What is firmware, and why is firmware development important at Ciholas?
Basically firmware is software that is written to run on hardware. It’s the code that makes the low-level hardware do the things it does; like turning on an LED, read a sensor, or send a transmission. Most electronic devices that we use on a daily basis have a small microcontroller to operate the hardware and that microcontroller runs the code, or firmware, necessary to make the device operate.
Pretty much everything we develop at Ciholas has a brain, or a small microcontroller. It is critical that we have a strong firmware development team at Ciholas in order to not just make the hardware work, but make it not fail.
Do all devices require a processor with firmware?
While it is possible to create complex devices purely in hardware, it is often more cost-effective to include a processor in the design, enabling features and flexibility. There is an integral relationship between hardware and firmware. We write firmware for nearly every project we do, and our team understands how to use firmware to achieve efficiency, lower cost, and increase longevity.

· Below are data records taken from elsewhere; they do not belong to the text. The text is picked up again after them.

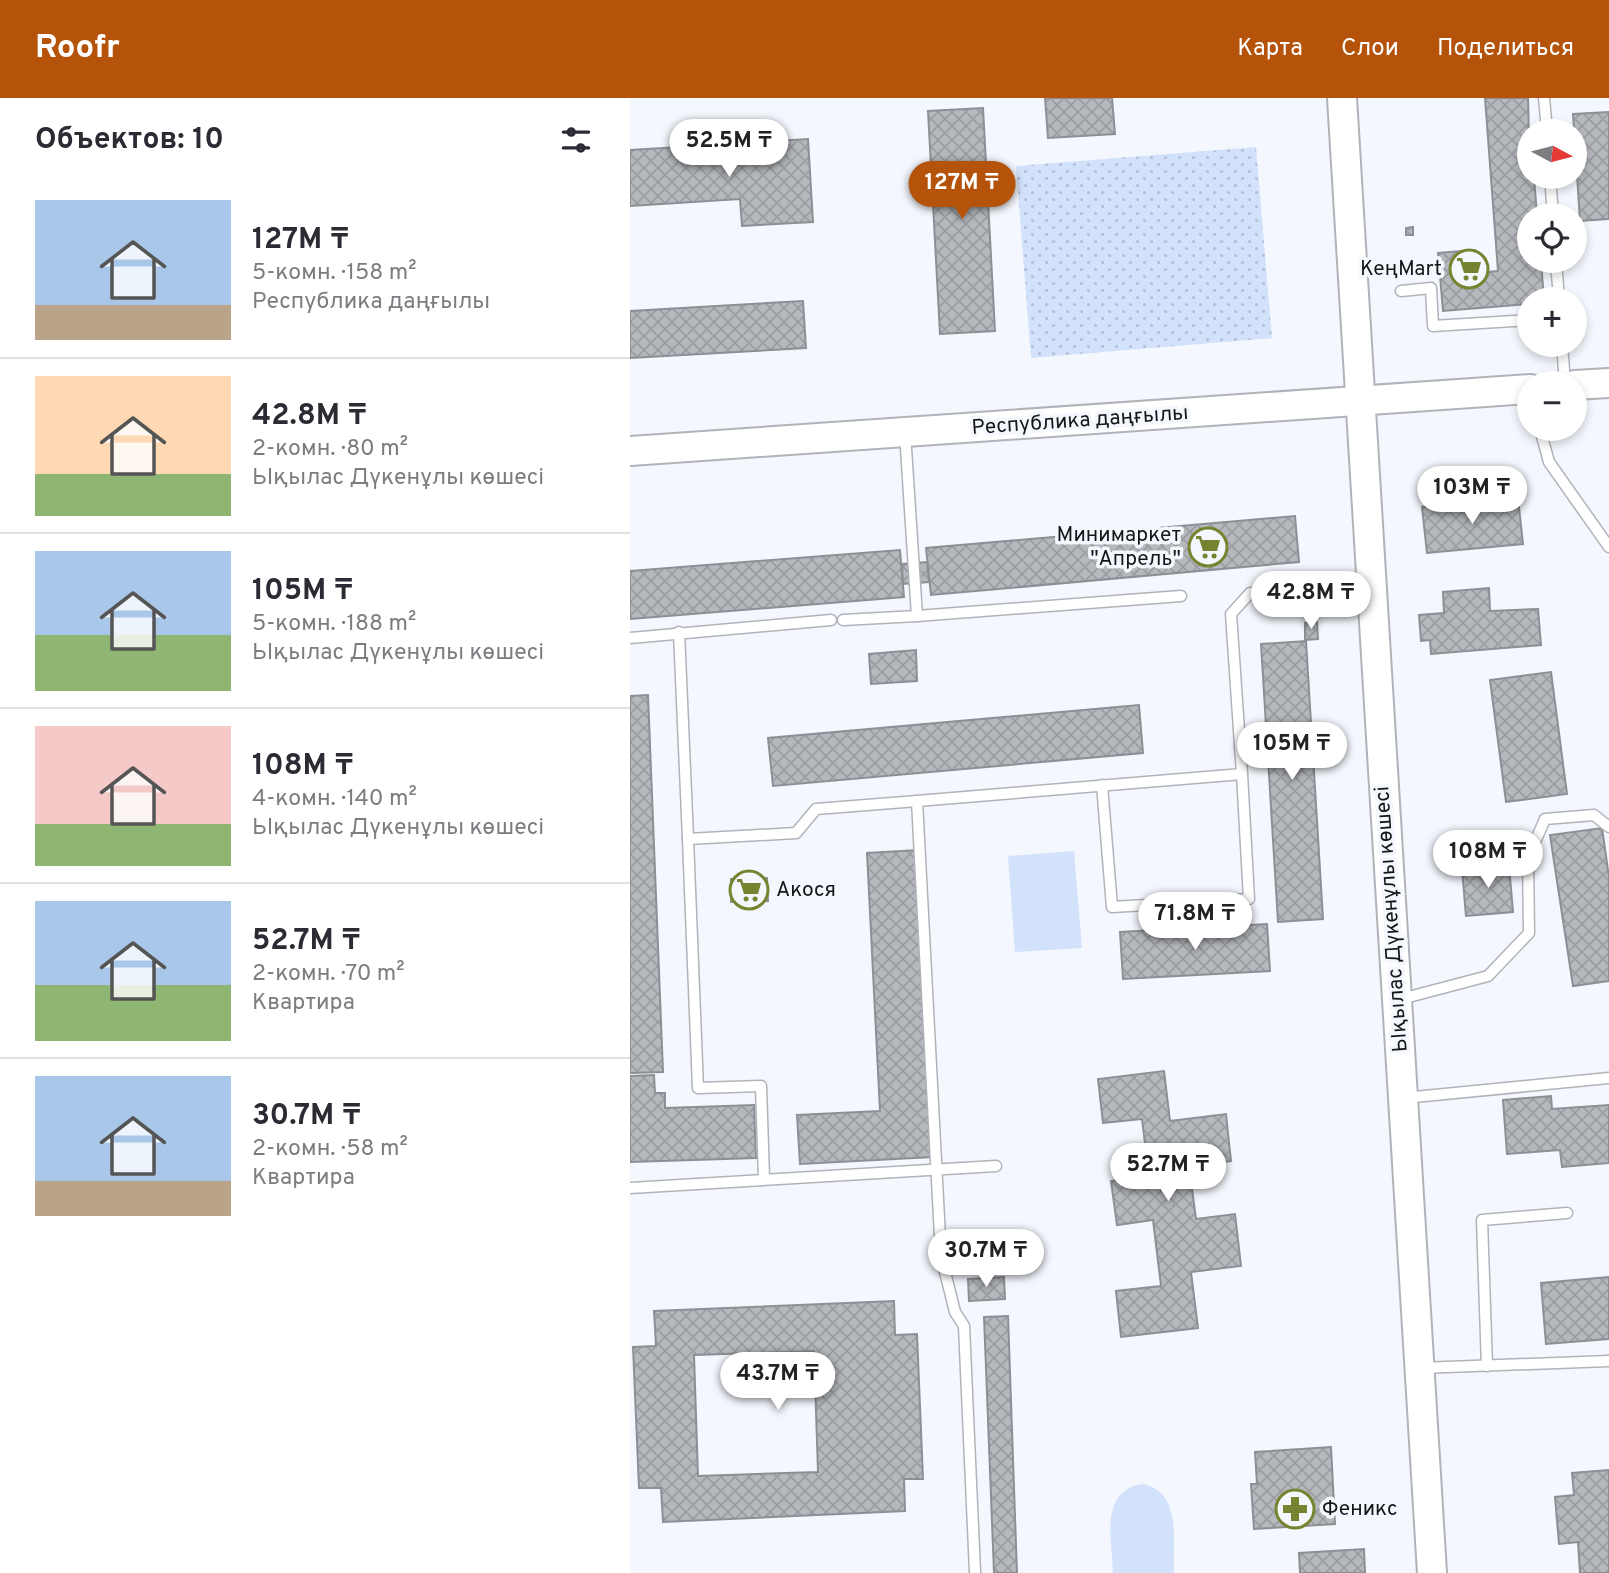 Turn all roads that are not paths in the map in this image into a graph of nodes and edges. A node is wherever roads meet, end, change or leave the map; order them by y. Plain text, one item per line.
1 (1342, 98) edge
2 (1544, 98) edge
3 (1546, 119) edge
4 (1401, 290) dead end
5 (1517, 321) edge
6 (1609, 383) edge
7 (1587, 384) edge
8 (1517, 390) edge
9 (1360, 402) junction
10 (905, 433) junction
11 (1544, 441) edge
12 (630, 451) edge
13 (1609, 547) edge
14 (1371, 581) junction
15 (1181, 596) dead end
16 (917, 616) junction
17 (831, 620) dead end
18 (842, 620) dead end
19 (679, 632) junction
20 (630, 638) edge
21 (1242, 774) junction
22 (1102, 785) junction
23 (917, 801) junction
24 (1609, 827) edge
25 (688, 839) junction
26 (1397, 1000) junction
27 (1609, 1078) edge
28 (1404, 1098) junction
29 (996, 1166) dead end
30 (937, 1170) junction
31 (764, 1179) junction
32 (630, 1188) edge
33 (1567, 1213) dead end
34 (1609, 1361) edge
35 (1487, 1366) junction
36 (1420, 1368) junction
37 (975, 1572) edge
38 (1432, 1573) edge

1 - 9 street, Ықылас Дүкенұлы көшесі
2 - 3 lane
4 - 5 lane
6 - 7 street
8 - 9 street, Республика даңғылы
9 - 10 street, Республика даңғылы
9 - 14 street, Ықылас Дүкенұлы көшесі
10 - 12 street, Республика даңғылы
10 - 16 lane
11 - 13 lane
14 - 21 lane
14 - 26 street, Ықылас Дүкенұлы көшесі
15 - 16 lane
16 - 18 lane
17 - 19 lane
19 - 20 lane
19 - 25 lane
21 - 22 lane
21 - 22 lane
22 - 23 lane
23 - 25 lane
23 - 30 lane
24 - 26 lane
25 - 31 lane
26 - 28 street, Ықылас Дүкенұлы көшесі
27 - 28 lane
28 - 36 street, Ықылас Дүкенұлы көшесі
29 - 30 lane
30 - 31 lane
30 - 37 lane
31 - 32 lane
33 - 35 lane
34 - 35 lane
35 - 36 lane
36 - 38 street, Ықылас Дүкенұлы көшесі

Is the firmware the same on all devices or does it change based on the design?
The firmware changes based on processor selection and the requirements of the design. When working with embedded electronics the selection of the processor isn’t always based on the latest and best tech. It depends on available peripherals, low power capabilities, overall cost, and many other factors.

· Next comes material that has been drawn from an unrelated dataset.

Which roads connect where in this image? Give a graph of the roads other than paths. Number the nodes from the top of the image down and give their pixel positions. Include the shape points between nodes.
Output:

Changing processors between designs does present challenges to our firmware team. We have a lot of experience porting firmware written for one processor to the next. Our higher-level application pieces are written with layers of abstraction to make them portable. We are always ready to adapt.
I’ve heard you say, “Don’t just make it work, make it not fail,” in reference to firmware. What does this phrase mean to the Ciholas team?

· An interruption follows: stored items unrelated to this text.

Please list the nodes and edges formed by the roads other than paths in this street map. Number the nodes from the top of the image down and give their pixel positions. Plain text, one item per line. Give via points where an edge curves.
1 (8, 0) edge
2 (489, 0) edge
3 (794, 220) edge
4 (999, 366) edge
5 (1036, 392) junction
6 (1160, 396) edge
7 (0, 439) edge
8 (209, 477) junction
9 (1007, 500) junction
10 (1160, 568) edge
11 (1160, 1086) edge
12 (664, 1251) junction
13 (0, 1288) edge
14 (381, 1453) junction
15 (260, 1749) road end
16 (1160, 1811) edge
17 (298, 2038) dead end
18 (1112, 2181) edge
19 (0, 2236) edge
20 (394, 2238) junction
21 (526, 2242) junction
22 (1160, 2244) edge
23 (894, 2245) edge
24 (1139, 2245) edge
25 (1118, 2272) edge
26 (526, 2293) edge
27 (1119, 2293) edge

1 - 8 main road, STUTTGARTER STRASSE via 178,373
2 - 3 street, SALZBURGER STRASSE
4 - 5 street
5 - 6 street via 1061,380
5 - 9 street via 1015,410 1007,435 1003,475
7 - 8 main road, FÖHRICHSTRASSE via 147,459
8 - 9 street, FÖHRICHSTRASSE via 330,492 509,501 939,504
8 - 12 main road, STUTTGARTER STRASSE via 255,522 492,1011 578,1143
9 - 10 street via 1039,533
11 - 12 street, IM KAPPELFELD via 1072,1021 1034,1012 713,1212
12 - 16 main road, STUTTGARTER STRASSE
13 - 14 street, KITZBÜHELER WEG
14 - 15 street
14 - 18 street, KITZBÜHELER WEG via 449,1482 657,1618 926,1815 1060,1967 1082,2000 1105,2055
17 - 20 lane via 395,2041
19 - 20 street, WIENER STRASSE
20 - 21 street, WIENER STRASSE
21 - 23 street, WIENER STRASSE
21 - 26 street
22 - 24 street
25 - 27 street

We aim to not only complete the task in front of us, but to approach it from all possible boundary cases and angles to try and break it. We want to be efficient in our testing so that we are confident the final product will not fail. There are going to be things that we don’t foresee, but we use our experience to avoid potential pitfalls.
To increase confidence in our products, we write tests to evaluate our software. Our tests describe what our software should be doing, allowing us to catch behavior changes that take place as we add features. Test driven development can be difficult in firmware, because it is very human driven. Unfortunately, making firmware not fail often comes down to timing and context specific bugs that we cannot develop tests for. These challenges require an experienced engineer to identify and overcome obstacles preemptively.
What experience does Ciholas have with firmware?
Ciholas originally started with a focus on hardware. We provided hardware for multiple companies and we also provided basic software to operate and prove that the hardware worked. Over time we have taken on more full-product software development and provide it as a service that we have offered for almost 15 years now. We have experience writing firmware for designs in multiple industries for things such as safety equipment in coal mining, sports timing and tracking, inventory tracking, health industries, and entertainment.
What is the future of firmware?
Firmware is always changing and evolving. We are consistently seeing cheaper, faster, and smaller processors with more features that weren’t available before. Possibilities open up with more memory and faster speeds. We strive to stay ahead of the game and use all available resources.
There are definitely times when it is easier and more cost effective to use a bigger, faster processor. But, there will always be a need to optimize the firmware to operate efficiently. That is where experienced firmware engineers come in and that is what sets us apart from other companies. While a lot of what we do can be done by others, we take it to the next level with regard to performance and robustness.